Releaseを変化させると、音の違和感が大きく変わるでしょう。特に長すぎるリリースタイムはうねうねとしたサウンドになり、俗に言うコンプ臭いサウンドが聞けます。これはコンプ失敗と言われることが多いので、長くした時の音を覚えておき、適切な設定を心がけましょう。なお、筆者は迷ったら50msに設定しています。どの楽器でも失敗しにくい万能設定です。

さらなる機能 Auto-Tune Pitch Filterの活用

以上のように初心者でも扱える簡単さがVocal Compressorの特徴ですが、プロも納得の機能性も特徴です。FET/OPTO A/OPTO B/Modernの切替によるサウンドバリエーションもさることながら、Auto-Tuneを開発したAntares ならではの機能も搭載されています。

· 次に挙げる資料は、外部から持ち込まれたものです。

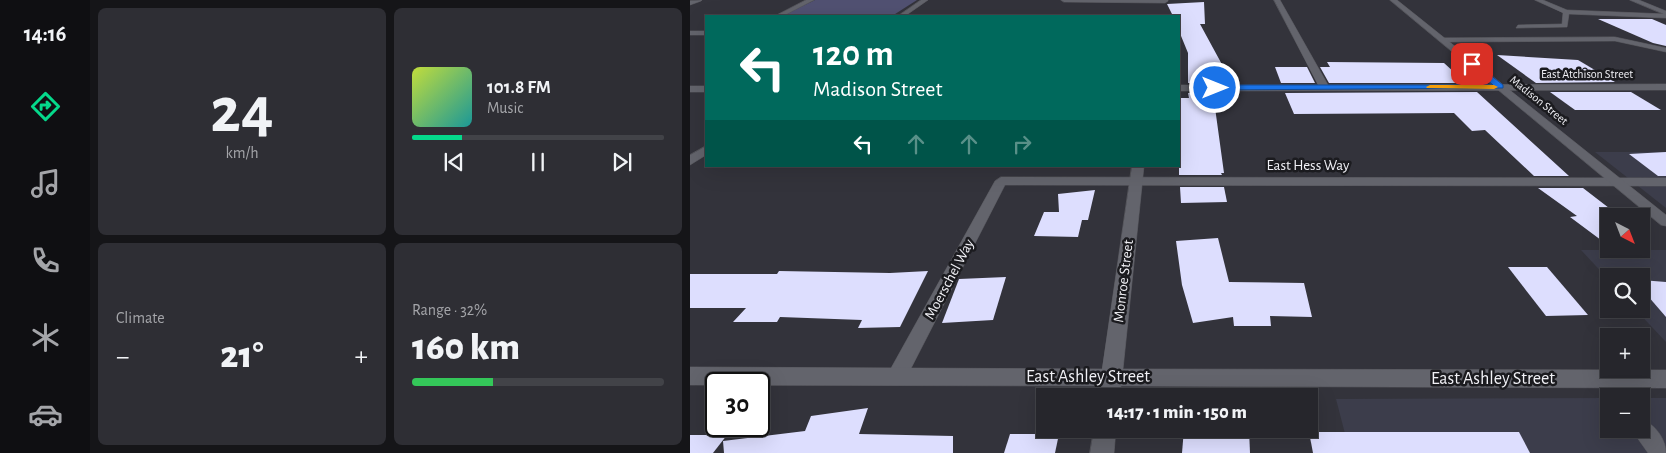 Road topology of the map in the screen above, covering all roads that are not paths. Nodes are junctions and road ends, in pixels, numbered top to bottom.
1 (699, 0) edge
2 (811, 0) edge
3 (925, 0) edge
4 (1064, 0) edge
5 (1277, 0) edge
6 (1393, 0) edge
7 (1538, 0) edge
8 (1633, 0) edge
9 (690, 3) edge
10 (1165, 3) edge
11 (1566, 12) junction
12 (1666, 14) edge
13 (780, 15) edge
14 (902, 15) edge
15 (1518, 27) dead end
16 (690, 33) edge
17 (705, 33) edge
18 (1443, 40) junction
19 (1666, 50) edge
20 (1324, 87) junction
21 (1500, 87) junction
22 (1666, 87) edge
23 (1180, 88) edge
24 (690, 89) edge
25 (705, 89) edge
26 (705, 151) edge
27 (690, 161) edge
28 (1081, 167) edge
29 (1136, 173) edge
30 (1076, 180) junction
31 (1001, 181) joint
32 (1616, 182) junction
33 (1666, 182) edge
34 (1666, 222) edge
35 (690, 376) edge
36 (897, 376) junction
37 (1602, 378) junction
38 (1666, 379) edge
39 (1110, 386) edge
40 (1610, 388) edge
41 (1104, 438) edge
42 (1649, 438) edge
43 (1102, 453) edge
44 (1661, 453) edge

1 - 9 street
2 - 13 lane
3 - 14 street
4 - 10 street
5 - 20 street
6 - 18 street, Madison Street
7 - 11 lane
8 - 12 street
11 - 12 lane
11 - 15 lane
16 - 17 street
18 - 19 lane
18 - 21 street, Madison Street
20 - 21 street, East Atchison Street
20 - 23 street, East Atchison Street
21 - 22 street, East Atchison Street
21 - 32 street, Madison Street
24 - 25 street
26 - 27 street
28 - 30 lane
29 - 30 lane, East Hess Way
29 - 32 lane, East Hess Way
29 - 39 street, Monroe Street
30 - 31 lane, East Hess Way
31 - 36 lane, Moerschel Way
32 - 33 lane, East Hess Way
32 - 34 street, Madison Street
35 - 36 street, East Ashley Street
36 - 39 street, East Ashley Street
37 - 38 street, East Ashley Street
37 - 39 street, East Ashley Street
37 - 40 lane
41 - 43 street
42 - 44 lane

Modernモードではサイドチェイン動作が有効になり、同時にAuto-Tune Pitch Filterが使えます。これは、コンプの動作を決定する入力信号に対してAntaresのピッチ検出を行う機能で、ONにすると、入力音の基音に対して集中的に動作するようになります。例えばボーカルトラックでは、トラックに含まれるノイズや不要音を無視し、ボーカルの音に集中して動作するようになります。動作精度が向上するオプションと考えれば良いでしょう。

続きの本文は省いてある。